For the past couple of weeks I’ve been asked multiple times the same question I though I’ve answered a long time ago: Hettie, why do you want to have a database developer on each quad? Won’t it be better, if you just have a team of database developers, and if there is a need in the database work, you would dispatch a developer to a project?

I was so sure I’ve written about it already, but I’ve just looked over all the “people” tags and didn’t find anything… so I guess, I just always meant to write about it, and never did :).

In short: if a squad does not have a database developer, it becomes much more difficult for the squad members to realize they actually need some database work. Since the database is “a backend of backend”, many potential problems which can occur are not recognized as “db problems” or “db tasks”.

On the other hand, when a database developer is indeed a member of the squad, when he or she is present starting from the very first design sessions, when (s)he understands the project/product needs, the better solutions can be introduced from the very beginning, potential problems could be resolved before they occur.
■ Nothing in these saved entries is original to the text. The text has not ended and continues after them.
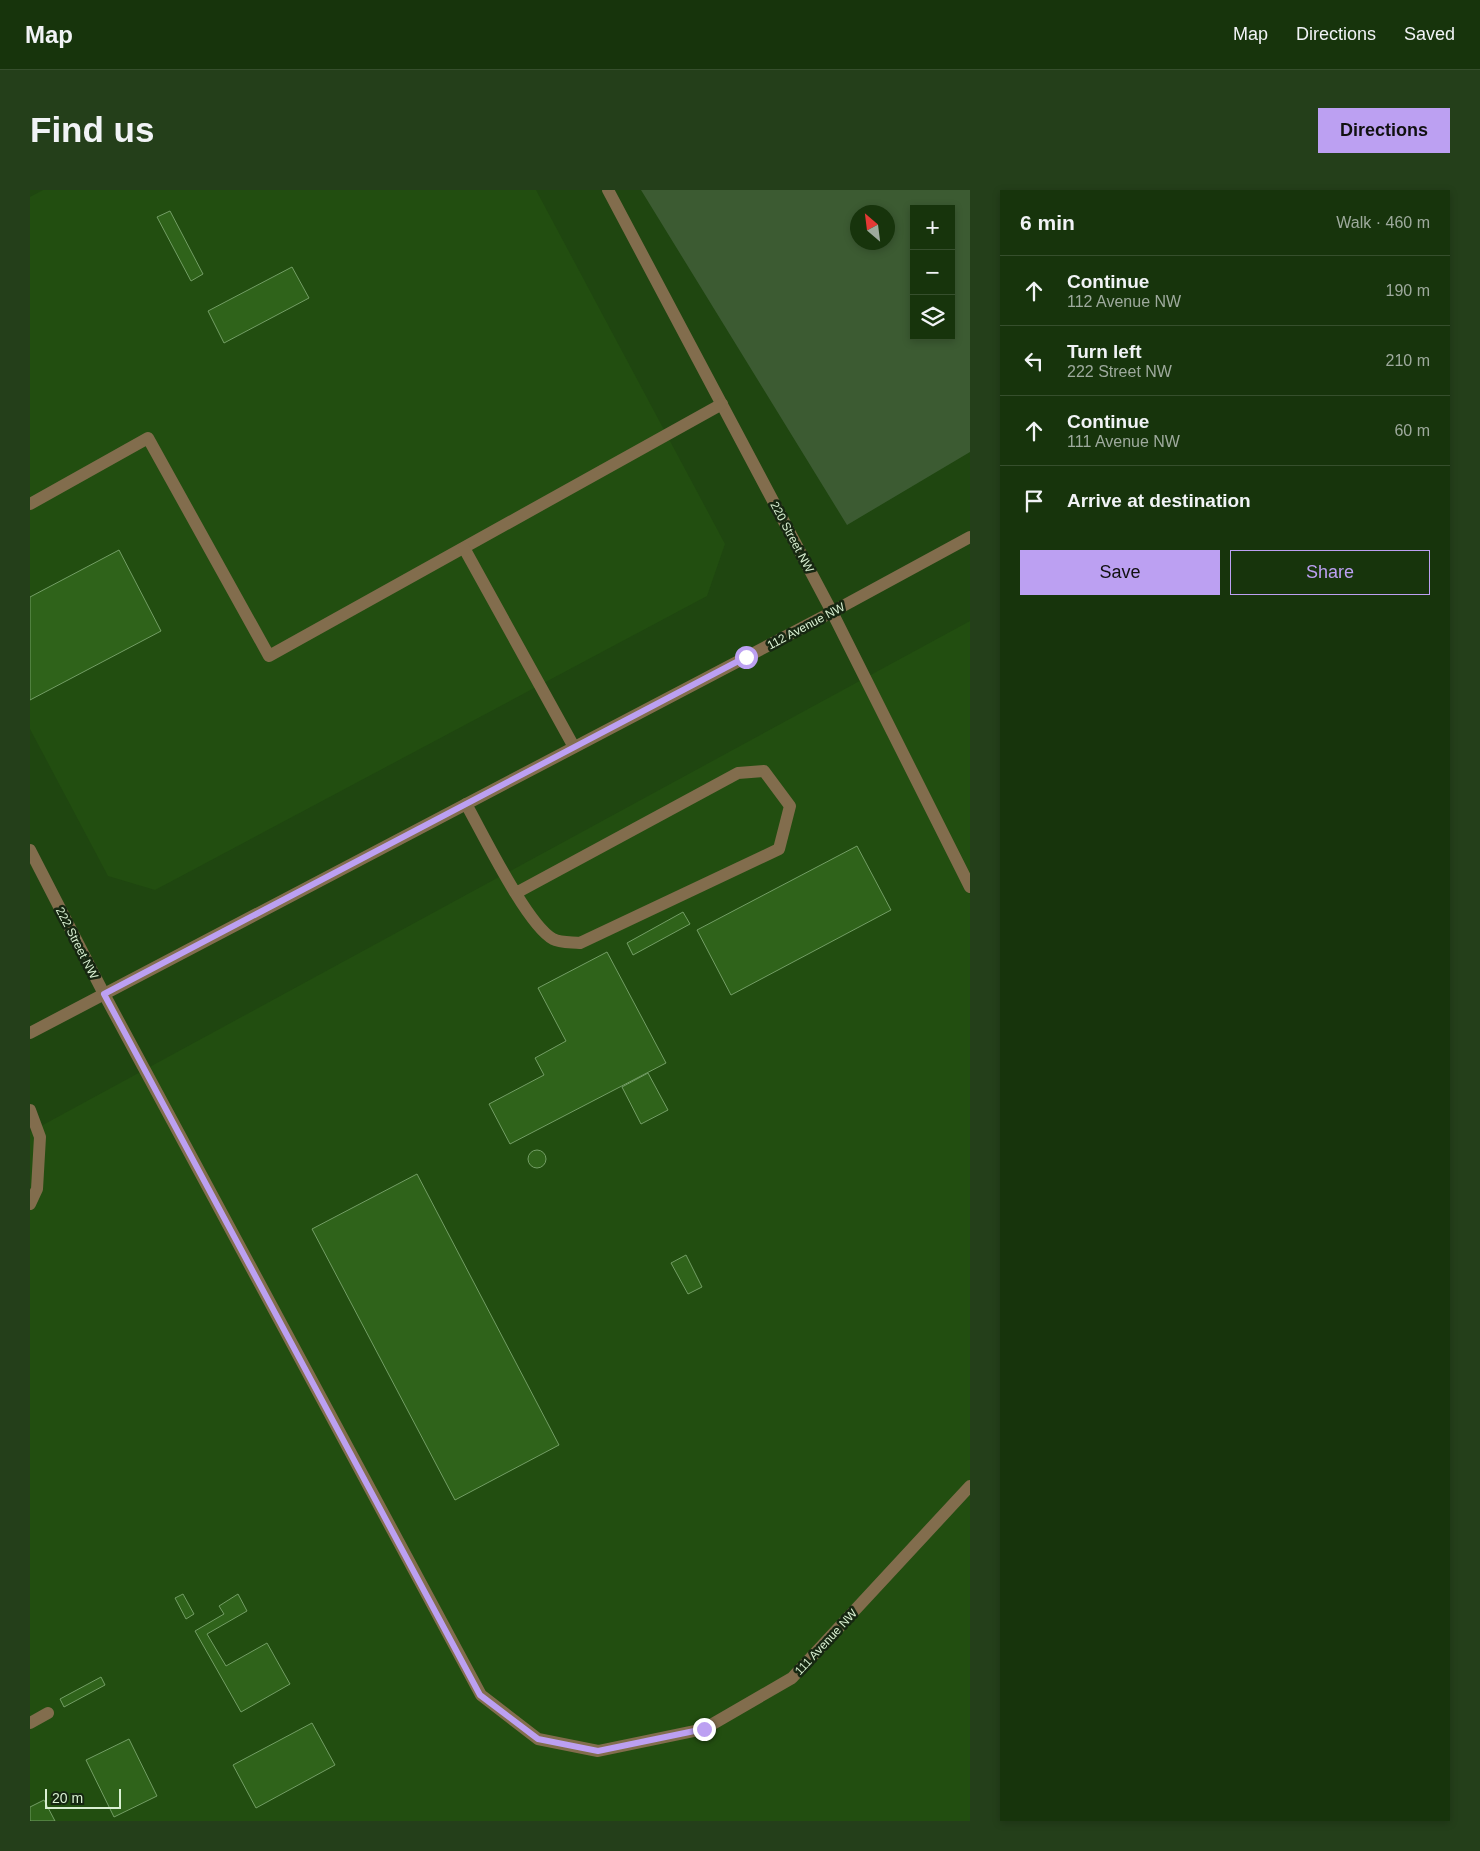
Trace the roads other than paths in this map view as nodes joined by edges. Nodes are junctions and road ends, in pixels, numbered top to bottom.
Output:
1 (608, 190) edge
2 (722, 404) junction
3 (30, 504) edge
4 (970, 537) edge
5 (464, 548) junction
6 (832, 612) junction
7 (574, 747) junction
8 (466, 804) junction
9 (30, 850) edge
10 (970, 887) edge
11 (516, 893) junction
12 (104, 994) junction
13 (30, 1032) edge
14 (30, 1110) edge
15 (30, 1204) edge
16 (970, 1486) edge
17 (480, 1695) joint
18 (48, 1712) dead end
19 (30, 1722) edge

1 - 2 street, 220 Street NW
2 - 5 street
2 - 6 street, 220 Street NW
3 - 5 street
4 - 6 street, 112 Avenue NW
5 - 7 street
6 - 7 street, 112 Avenue NW
6 - 10 street, 220 Street NW
7 - 8 street, 112 Avenue NW
8 - 11 street
8 - 12 street, 112 Avenue NW
9 - 12 street, 222 Street NW
11 - 11 street
12 - 13 street, 112 Avenue NW
12 - 17 street, 222 Street NW
14 - 15 street
16 - 17 street, 111 Avenue NW
18 - 19 street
It’s very rarely that “an outsider”, “a consultant”, which a database developer can become if (s)he won’t be a squad member, can grasp all small details about project. I personally do not believe in “theoretically correct solution”. In the overwhelming majority of cases the solution should be tailored for a particular case. The foreign keys and other constraints and functional dependencies are originated in the real world, not in the database. Not always, but in most cases you can’t just look at the database schema and say, whether it is “right” or “wrong”. And that’s where a database developer on a team matters – to do things right. Right away.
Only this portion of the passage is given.